After the container is filled with liquid, it is connected to the spring system to provide liquid movement. The spring is established with hand power (26). The pressure applied is checked again with the safety valves and the washing process is carried out. The alternative model we have developed to provide the required energy during washing is to supply the energy storage battery (pre-stored / potentiated) with the compressed gas system.

Before to start the washing, the gas in some kind of the pneumatic battery is compressed by the pump used manually (by human power) (27). During washing, the corresponding valve is opened to allow movement of the liquid by the energy in the compressed gas. The corresponding valve has the ability to adjust the pressure to the desired level. A similar energy storage system has also been gained in the storages we have developed to form a vacuum.

Descriptions of Figures;

Figure-1: Top-front view of mobile sinus washers (MSW) and its additional attachment

Figure-2: Top view of the fluid sending headpiece structure (tip, cap) and container of the mobile sinus washers (MSW) and of energy depentent sinus washer (EDSW).

Figure-3: Energy dependent sinus washer (EDSW) and fluid sending structure, view of the mouth washing device converted by replacing fluid sending structure end with mouth (intraoral and teeth) washing attachment (specific tip, cap, nozzles).

Figure-4: Appearance of mobile sinus washer (MSW) converted to mobile mouth washer by replacing headpiece end with mouth washing attachment (specific tip, cap, and nozzles) and the container made suitable for hand-grasping.

Figure-5: Appearance of energy dependent mouth (intraoral and teeth) washing device. Explanations of references on figures

\. Structure of fluid sending headpiece (tip, cap, nozzle, end) suitable for anatomical structure of nostrils of mobile sinus washer (MSW) and energy dependent sinus washer (EDSW).

2. Fluid sending headpiece in semi conical- prism like structure of mobile sinus washer (MSW) and energy dependent sinus washer (EDSW) suitable for anatomical structure of nostrils.

3. Airbag around headpieces where mobile sinus washer (MSW) and energy dependent sinus washer (EDSW) transfer fluid into nasal cavity.

4. Slightly medial shifted structure of exit hole at the end of headpiece of mobile sinus washer (MSW) and energy dependent sinus washer (EDSW).

5. Temperature indicator of energy dependent sinus washer (EDSW)

6. Temperature indicator of mobile sinus washer (MSW)

7. Discharge end (evacuation exit) of mobile sinus washer (MSW)

8. Multiple sections of the container (multi-chamber structure) of mobile sinus washer (MSW)

9. Valve of the sections of the container (multi-chamber structure) of mobile sinus washer (MSW)

10. Light generating structure of energy dependent sinus washer (EDSW)

11. Additional apparatus (additional attachment) of mobile sinus washer (MSW)

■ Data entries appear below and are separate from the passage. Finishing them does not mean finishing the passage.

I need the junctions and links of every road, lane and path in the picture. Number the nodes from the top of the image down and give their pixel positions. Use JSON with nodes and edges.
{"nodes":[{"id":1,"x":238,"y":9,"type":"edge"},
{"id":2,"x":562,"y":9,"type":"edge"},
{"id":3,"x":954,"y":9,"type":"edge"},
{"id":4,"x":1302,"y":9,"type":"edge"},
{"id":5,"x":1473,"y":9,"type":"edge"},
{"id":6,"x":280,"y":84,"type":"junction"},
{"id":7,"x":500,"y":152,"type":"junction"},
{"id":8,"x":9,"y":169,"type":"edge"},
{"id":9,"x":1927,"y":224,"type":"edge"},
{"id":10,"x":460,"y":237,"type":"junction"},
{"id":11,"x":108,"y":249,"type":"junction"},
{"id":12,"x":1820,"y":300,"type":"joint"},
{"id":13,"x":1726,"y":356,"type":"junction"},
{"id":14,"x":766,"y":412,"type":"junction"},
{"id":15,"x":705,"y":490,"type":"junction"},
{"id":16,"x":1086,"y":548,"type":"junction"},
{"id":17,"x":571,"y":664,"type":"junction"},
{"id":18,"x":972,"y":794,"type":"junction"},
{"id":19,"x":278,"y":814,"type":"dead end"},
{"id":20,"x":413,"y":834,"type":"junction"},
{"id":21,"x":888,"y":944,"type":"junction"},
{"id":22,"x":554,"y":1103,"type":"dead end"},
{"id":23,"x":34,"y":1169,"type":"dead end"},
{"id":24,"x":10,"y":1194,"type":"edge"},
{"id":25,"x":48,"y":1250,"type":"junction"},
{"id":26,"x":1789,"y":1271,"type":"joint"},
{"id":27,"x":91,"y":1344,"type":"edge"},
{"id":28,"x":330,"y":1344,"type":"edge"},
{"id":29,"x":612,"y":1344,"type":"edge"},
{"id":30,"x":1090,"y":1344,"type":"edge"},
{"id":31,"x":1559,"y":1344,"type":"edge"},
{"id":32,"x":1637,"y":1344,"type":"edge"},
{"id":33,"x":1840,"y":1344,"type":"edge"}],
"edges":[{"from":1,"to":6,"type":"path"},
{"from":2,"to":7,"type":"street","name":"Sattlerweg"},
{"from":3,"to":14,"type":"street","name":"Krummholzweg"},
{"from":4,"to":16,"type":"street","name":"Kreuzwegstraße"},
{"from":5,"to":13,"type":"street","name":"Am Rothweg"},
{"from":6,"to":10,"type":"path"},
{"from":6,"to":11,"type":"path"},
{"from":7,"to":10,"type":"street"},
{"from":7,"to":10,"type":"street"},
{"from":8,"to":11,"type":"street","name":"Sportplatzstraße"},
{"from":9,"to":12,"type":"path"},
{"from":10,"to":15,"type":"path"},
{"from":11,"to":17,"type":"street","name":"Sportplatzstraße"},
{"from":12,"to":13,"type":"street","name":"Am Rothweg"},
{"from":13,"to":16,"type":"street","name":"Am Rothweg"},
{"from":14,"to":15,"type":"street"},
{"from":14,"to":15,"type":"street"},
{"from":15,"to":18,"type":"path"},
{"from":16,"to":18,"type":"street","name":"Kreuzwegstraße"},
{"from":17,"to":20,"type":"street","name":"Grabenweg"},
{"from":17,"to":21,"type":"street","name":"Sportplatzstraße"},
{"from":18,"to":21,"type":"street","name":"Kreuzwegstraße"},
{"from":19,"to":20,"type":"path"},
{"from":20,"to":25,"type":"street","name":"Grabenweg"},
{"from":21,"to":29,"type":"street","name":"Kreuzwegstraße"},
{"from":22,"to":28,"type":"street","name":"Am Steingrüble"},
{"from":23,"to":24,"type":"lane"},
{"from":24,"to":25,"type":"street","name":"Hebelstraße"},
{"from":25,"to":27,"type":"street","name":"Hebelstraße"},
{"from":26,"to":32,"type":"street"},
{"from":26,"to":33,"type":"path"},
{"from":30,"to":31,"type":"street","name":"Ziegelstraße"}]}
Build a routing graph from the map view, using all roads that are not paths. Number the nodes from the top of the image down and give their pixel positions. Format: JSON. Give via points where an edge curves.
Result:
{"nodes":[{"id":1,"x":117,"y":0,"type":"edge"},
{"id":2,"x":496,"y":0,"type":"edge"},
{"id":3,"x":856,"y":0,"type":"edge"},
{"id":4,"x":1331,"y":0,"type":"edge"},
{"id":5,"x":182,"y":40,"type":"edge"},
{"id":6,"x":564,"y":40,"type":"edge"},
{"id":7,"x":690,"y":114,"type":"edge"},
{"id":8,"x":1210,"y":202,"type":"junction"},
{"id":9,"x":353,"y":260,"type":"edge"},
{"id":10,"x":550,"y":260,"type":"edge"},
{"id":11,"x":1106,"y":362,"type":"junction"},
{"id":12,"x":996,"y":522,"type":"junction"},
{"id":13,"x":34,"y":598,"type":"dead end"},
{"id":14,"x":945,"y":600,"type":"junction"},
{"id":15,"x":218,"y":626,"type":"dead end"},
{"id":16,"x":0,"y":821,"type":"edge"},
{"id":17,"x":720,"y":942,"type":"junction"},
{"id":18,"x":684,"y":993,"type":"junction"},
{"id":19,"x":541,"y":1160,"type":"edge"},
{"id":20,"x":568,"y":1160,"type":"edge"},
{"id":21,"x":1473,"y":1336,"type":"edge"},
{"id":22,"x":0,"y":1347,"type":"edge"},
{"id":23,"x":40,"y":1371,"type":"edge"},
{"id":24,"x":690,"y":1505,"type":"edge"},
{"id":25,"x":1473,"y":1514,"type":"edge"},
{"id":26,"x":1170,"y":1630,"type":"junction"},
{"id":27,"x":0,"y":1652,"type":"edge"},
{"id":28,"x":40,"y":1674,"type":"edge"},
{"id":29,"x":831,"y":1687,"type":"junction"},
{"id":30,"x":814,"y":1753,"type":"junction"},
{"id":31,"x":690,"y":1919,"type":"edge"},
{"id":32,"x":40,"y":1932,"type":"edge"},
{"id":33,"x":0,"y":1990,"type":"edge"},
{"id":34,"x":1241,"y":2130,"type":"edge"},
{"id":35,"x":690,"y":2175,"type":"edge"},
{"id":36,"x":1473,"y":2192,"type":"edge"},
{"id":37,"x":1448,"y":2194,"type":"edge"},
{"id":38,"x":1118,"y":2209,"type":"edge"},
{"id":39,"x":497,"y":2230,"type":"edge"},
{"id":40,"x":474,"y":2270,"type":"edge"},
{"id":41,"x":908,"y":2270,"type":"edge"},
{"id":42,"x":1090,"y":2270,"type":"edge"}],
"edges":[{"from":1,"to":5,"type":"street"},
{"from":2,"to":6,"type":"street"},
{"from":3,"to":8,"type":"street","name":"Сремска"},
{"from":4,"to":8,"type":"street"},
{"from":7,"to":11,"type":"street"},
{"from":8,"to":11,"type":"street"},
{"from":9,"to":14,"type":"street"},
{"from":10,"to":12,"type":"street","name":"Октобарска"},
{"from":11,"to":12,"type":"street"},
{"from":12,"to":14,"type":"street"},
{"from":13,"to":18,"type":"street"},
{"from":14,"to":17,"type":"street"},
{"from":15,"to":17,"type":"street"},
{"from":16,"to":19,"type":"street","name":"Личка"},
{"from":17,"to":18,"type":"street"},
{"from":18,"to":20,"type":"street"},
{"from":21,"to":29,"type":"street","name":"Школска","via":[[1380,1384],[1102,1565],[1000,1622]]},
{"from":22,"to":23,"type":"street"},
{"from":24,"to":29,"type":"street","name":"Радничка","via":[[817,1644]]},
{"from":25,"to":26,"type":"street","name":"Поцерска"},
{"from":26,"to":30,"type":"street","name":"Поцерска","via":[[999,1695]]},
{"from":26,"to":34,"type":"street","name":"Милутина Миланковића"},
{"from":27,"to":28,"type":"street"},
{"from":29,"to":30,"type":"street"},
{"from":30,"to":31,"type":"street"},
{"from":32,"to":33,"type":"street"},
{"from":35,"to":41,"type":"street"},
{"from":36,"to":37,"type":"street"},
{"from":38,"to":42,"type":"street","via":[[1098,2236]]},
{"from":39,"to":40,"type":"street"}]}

12. Multi holed structure (more than one exit holes/openings) of fluid sending piece in mobile sinus washer (MSW) and energy dependent sinus washer (EDSW)

13. Pressure valve of mobile sinus washer (MSW)

14. Pressure valve of energy dependent sinus washer (EDSW) 15. Easy grasp ergonomic structure for container of mobile sinus washer (MSW) and mobile mouth washing devices.

16. Fine-tipped structure of the exit hole of mouth washing devices.

17. Lockable bendable structure and/or a lockable piston rod bearing mechanism of mobile sinus washer (MSW)

18. Multiple fluid output holes (more than one exit holes/openings) of headpiece of mobile mouth washing devices and energy dependent mouth washing devices.

19. Discharge port (evacuation exit) of energy dependent sinus washer (EDSW).

20. Light generating structure of energy dependent mouth washing devices.

21. Pressure valve of energy dependent mouth washing devices.

22. Lockable bendable structure and/or a lockable piston rod bearing mechanism of energy dependent sinus washer (EDSW)

23. Lockable bendable structure and/or a lockable piston rod bearing mechanism of mobile mouth washing devices.

24. Lockable bendable structure and/or a lockable piston rod bearing mechanism of energy dependent mobile mouth washing devices.

25. Temperature indicator of energy dependent mouth washing devices.

26. Spring system ensuring fluid movement of mobile washer.

27. Pneumatic battery, compressed gas section of mobile washers.